Myrtle Allen - A Life In Food
Myrtle Allen is one of Ireland's most culturally significant figures of the past 50 years. She has had a profound influence on what we eat, how we eat and on how Irish food and Irish cuisine are perceived at home and internationally. Countless numbers of chefs, cooks and producers started their careers at Ballymaloe.
When Myrtle opened the restaurant at Ballymaloe in 1964, the food served in Irish restaurants was universally regarded as terrible. The top Irish restaurants, usually in Dublin hotels, served a second-rate attempt at French cuisine.
Now, all of that has changed. Bord Bia promotes Ireland overseas as "The Food Island" and Ireland's reputation for food has never been higher. Food exports are booming and food producers of all sizes, from multinationals like the Kerry Group, to the smallest artisan producer supplying just one farmers' market, are enjoying unprecedented success. The food in Ireland's pubs, restaurants and cafés has never been better.
Much of this is down to Myrtle who, unknowingly, started a revolution when she opened Ballymaloe in 1964.
Myrtle Allen (née Hill) was born in Cork in 1924.

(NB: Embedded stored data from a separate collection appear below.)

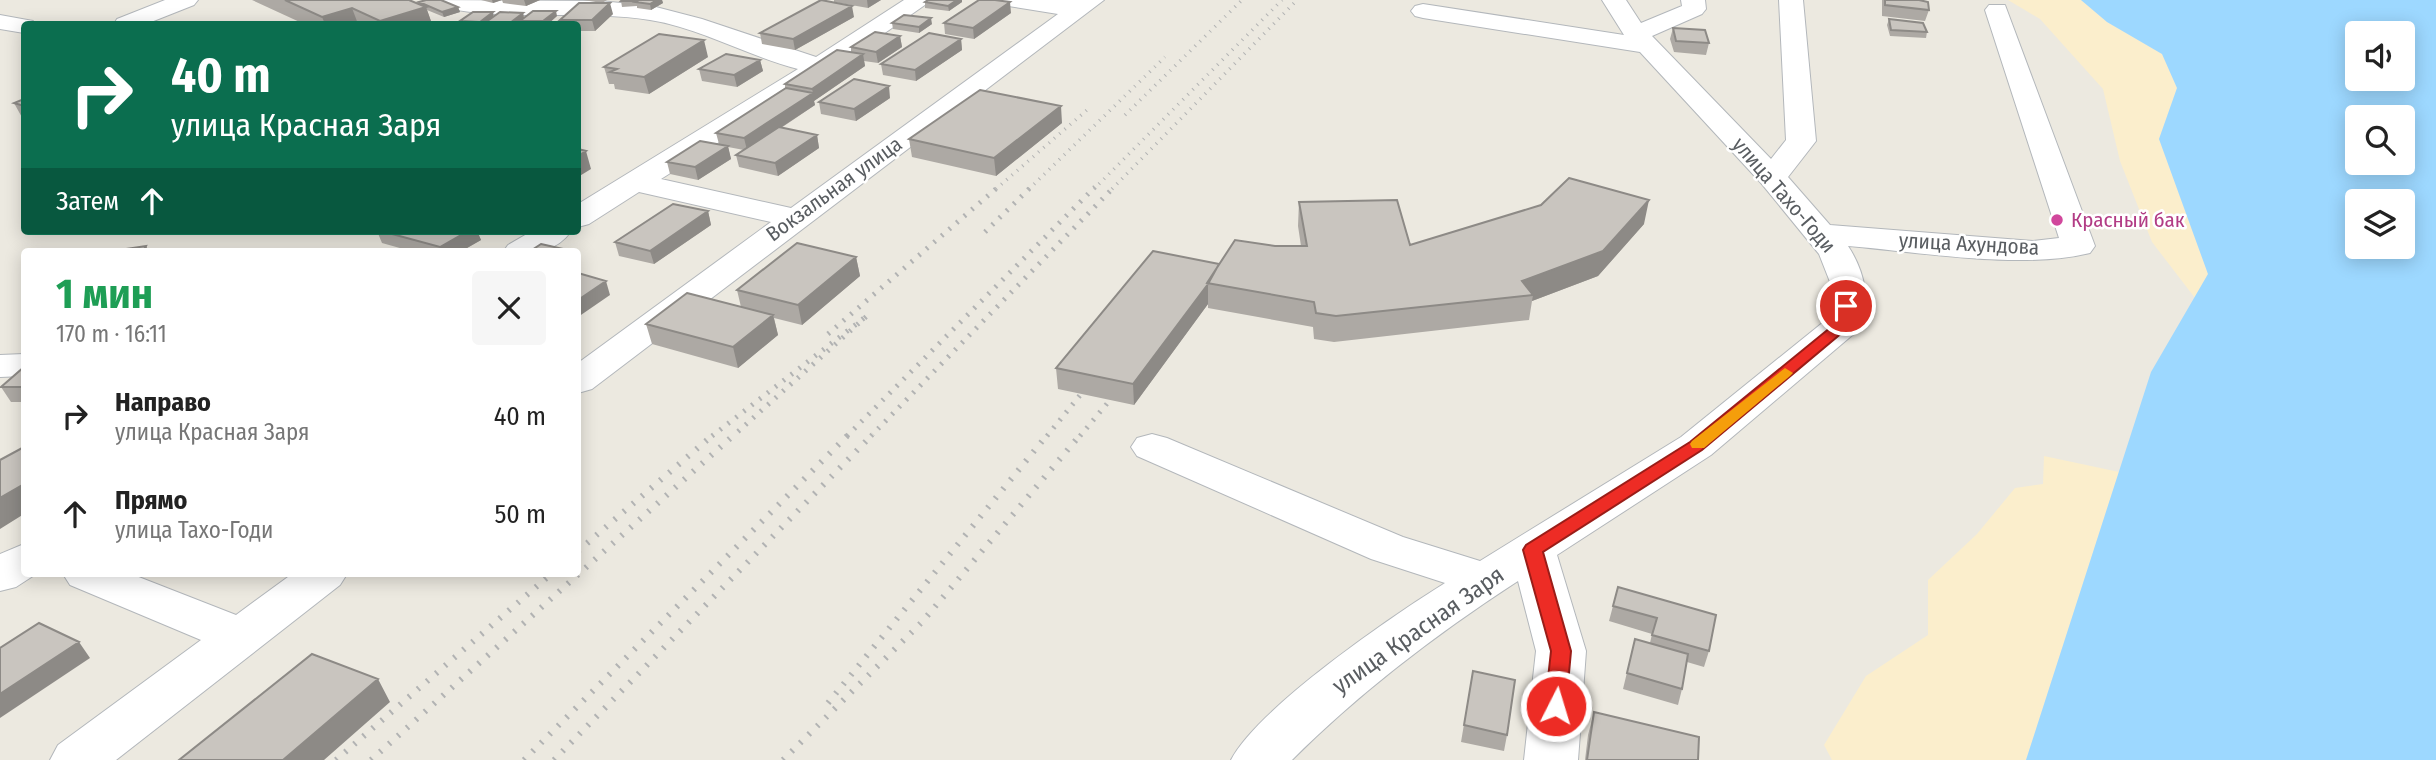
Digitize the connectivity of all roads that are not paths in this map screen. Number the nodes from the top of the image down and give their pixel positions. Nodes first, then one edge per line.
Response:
1 (186, 0) edge
2 (441, 0) edge
3 (693, 0) edge
4 (920, 0) edge
5 (1010, 0) edge
6 (1614, 0) edge
7 (1693, 0) edge
8 (1791, 0) edge
9 (1085, 5) edge
10 (1997, 10) dead end
11 (1423, 11) dead end
12 (660, 14) junction
13 (564, 17) edge
14 (134, 21) edge
15 (0, 22) edge
16 (21, 26) edge
17 (1642, 40) junction
18 (820, 66) junction
19 (1772, 177) junction
20 (635, 182) junction
21 (581, 215) edge
22 (795, 218) junction
23 (1820, 234) junction
24 (548, 235) edge
25 (527, 248) edge
26 (21, 365) edge
27 (0, 366) edge
28 (581, 379) edge
29 (1696, 446) joint
30 (1152, 447) dead end
31 (1533, 550) junction
32 (21, 562) edge
33 (0, 575) edge
34 (93, 577) edge
35 (320, 577) edge
36 (1486, 580) junction
37 (241, 637) junction
38 (77, 760) edge
39 (1258, 760) edge
40 (1551, 760) edge

1 - 14 street
2 - 13 street
3 - 12 street
4 - 18 street
5 - 9 street
6 - 17 street, улица Тахо-Годи
7 - 17 street
8 - 19 street
9 - 22 street, Вокзальная улица
10 - 23 street, улица Ахундова
11 - 17 street
12 - 13 street
12 - 18 street
15 - 16 street
17 - 19 street, улица Тахо-Годи
18 - 20 street
19 - 23 street, улица Тахо-Годи
20 - 21 street
20 - 22 street
22 - 28 street, Вокзальная улица
23 - 29 street, улица Тахо-Годи
24 - 25 street
26 - 27 street
29 - 31 street, улица Красная Заря
30 - 36 street
31 - 36 street, улица Красная Заря
31 - 40 street
32 - 33 street
34 - 37 street
35 - 37 street
36 - 39 street, улица Красная Заря
37 - 38 street

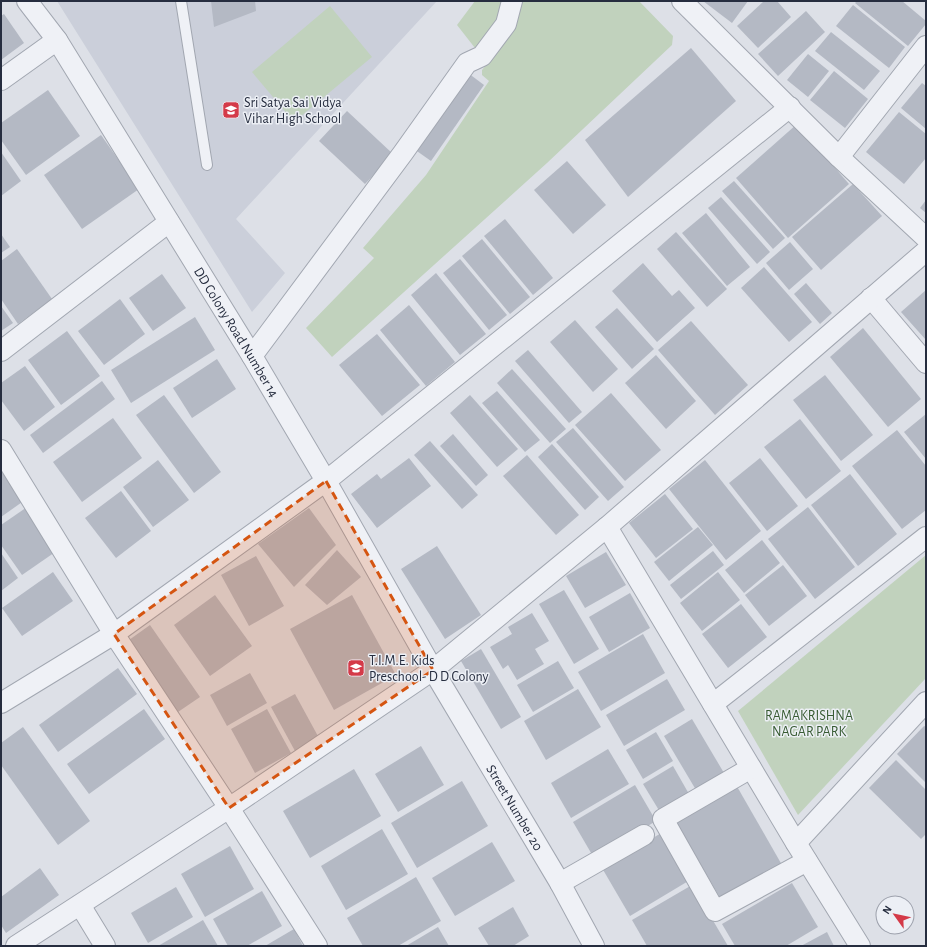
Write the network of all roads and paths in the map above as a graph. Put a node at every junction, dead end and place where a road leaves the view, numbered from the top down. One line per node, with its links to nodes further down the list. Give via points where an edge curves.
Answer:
1 (28, 1): 5 (street, DD Colony Road Number 14)
2 (182, 1): 10 (lane)
3 (512, 1): 16 (street, via 506,24 482,56 467,63)
4 (682, 1): 8 (street)
5 (57, 40): 7 (street); 11 (street, DD Colony Road Number 14)
6 (926, 46): 9 (street)
7 (1, 80)
8 (790, 107): 9 (street); 19 (street)
9 (839, 157): 12 (street)
10 (207, 165)
11 (170, 222): 15 (street); 16 (street, DD Colony Road Number 14)
12 (926, 238)
13 (926, 251): 14 (street)
14 (870, 298): 17 (street); 20 (street)
15 (1, 351)
16 (252, 356): 19 (street, DD Colony Road Number 14)
17 (926, 363)
18 (1, 450): 22 (street)
19 (326, 481): 22 (street); 23 (street, DD Colony Road Number 14)
20 (607, 527): 23 (street); 26 (street)
21 (926, 537): 26 (street)
22 (114, 634): 25 (street); 28 (street)
23 (433, 670): 28 (street); 32 (street, Street Number 20)
24 (926, 702): 30 (street)
25 (1, 703)
26 (713, 704): 27 (street)
27 (751, 768): 30 (street); 31 (street, via 663,819 715,911)
28 (229, 808): 33 (street); 36 (street)
29 (644, 834): 32 (street)
30 (796, 843): 31 (street)
31 (807, 861): 38 (street)
32 (560, 883): 37 (street, Street Number 20)
33 (80, 905): 34 (street); 35 (street)
34 (16, 946)
35 (105, 946)
36 (317, 946)
37 (594, 946)
38 (860, 946)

Myrtle Hill's father, grandfather and great grandfather were all well-known architects in Cork and it was something of a disappointment to her father that his second child was a girl, and thus unlikely to become an architect. She was educated at Frencham Heights in England, a co-ed 'progressive' school but when the second world war broke out she went to Newtown, a Quaker boarding school in Waterford.
While still at school, Myrtle met Ivan Allen at a dinner party at Ballymaloe - both Myrtle and Ivan were friends of the thenowners, the Simpsons. The romance blossomed and they married in 1943.

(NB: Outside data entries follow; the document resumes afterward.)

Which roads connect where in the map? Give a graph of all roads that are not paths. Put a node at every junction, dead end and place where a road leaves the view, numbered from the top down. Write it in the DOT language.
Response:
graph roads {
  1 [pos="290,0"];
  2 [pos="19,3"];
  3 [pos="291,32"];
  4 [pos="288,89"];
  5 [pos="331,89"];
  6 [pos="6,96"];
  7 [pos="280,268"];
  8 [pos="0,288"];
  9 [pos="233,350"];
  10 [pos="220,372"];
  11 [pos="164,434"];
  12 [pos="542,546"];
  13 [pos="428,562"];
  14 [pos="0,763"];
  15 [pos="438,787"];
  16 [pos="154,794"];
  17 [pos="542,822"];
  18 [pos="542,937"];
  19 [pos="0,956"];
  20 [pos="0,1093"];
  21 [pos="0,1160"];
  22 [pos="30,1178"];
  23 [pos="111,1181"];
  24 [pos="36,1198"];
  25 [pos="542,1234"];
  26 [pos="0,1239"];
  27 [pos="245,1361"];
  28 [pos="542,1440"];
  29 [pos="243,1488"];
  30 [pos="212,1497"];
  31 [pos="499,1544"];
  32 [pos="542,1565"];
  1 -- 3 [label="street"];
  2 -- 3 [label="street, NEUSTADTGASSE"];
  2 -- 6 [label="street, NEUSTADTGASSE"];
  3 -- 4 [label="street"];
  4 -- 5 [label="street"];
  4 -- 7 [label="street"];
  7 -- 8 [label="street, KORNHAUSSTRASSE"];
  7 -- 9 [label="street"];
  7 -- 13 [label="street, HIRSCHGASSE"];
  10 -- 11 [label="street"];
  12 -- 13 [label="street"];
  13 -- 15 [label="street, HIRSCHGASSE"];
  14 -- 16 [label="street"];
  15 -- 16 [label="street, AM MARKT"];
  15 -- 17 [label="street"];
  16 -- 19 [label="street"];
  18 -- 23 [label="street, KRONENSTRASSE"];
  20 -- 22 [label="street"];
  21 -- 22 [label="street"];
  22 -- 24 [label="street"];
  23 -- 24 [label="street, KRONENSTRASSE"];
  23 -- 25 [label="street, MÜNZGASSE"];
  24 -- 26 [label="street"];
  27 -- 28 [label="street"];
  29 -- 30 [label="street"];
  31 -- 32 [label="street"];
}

Ballymaloe's owner at the time had inherited the house, but only after a succession of maiden aunts and every time one died, large death duties were paid on the estate. By the time Mr. Simpson inherited the house and farm, there was no capital left and he had no option but to sell it. Just before the auction, the Government increased stamp duty to 25% and so, while the auction was well attended, no bids were made. Shortly after the auction, Ivan Allen put in an offer, which was accepted and in 1947, Ivan and Myrtle Allen moved into Ballymaloe.
Ivan farmed, Myrtle raised six children and wrote about food and cooking for the Irish Farmers Journal. Faced with a large, empty house with the children away at boarding school, Myrtle opened Ballymaloe House in 1964, first as a restaurant and then later as a hotel.
Right from the start, Myrtle was a champion of using local, seasonal food which, at the time, was a radical departure from the norm. She not only used local artisan produce, she credited the producers on her menus - again, something which is quite common now but utterly unknown in the mid 1960s.
The food writer John McKenna describes the opening of Ballymaloe as the Big Bang of Irish food - the moment when everything changed, the start of Ireland's transformation from a place where bad food was the norm to a place where excellent food is widely available and appreciated.
This documentary is both a tribute to a hugely important figure in Ireland's cultural life and an examination of the influence she has had on generations of chefs, artisan producers, hoteliers and restaurateurs.
Claudia Roden, Simon Coveney, John McKenna, Darina Allen, Richard Corrigan, John Brennan, Rachel Allen, Neven Maguire, Michael Gill, Veronica Steele, John Bowman, Rory O'Connell, Michael Quinn (head chef, Waterford Castle) and Michael Ryan (proprietor, Isaac's Restaurant, Cork).
The documentary is written, produced and directed by David Hare whose career in food began, like so many others, at Ballymaloe. While on a short course there he met Rachel Allen and went on to produce Rachel's first four series, before selling the series to the BBC and the PBS network in the US.
David also produces Clodagh McKenna's, Donal Skehan's and Neven Maguire's series' which have been sold to five continents, making them not only some of Ireland's most successful television exports, but also important promoters of Irish food overseas.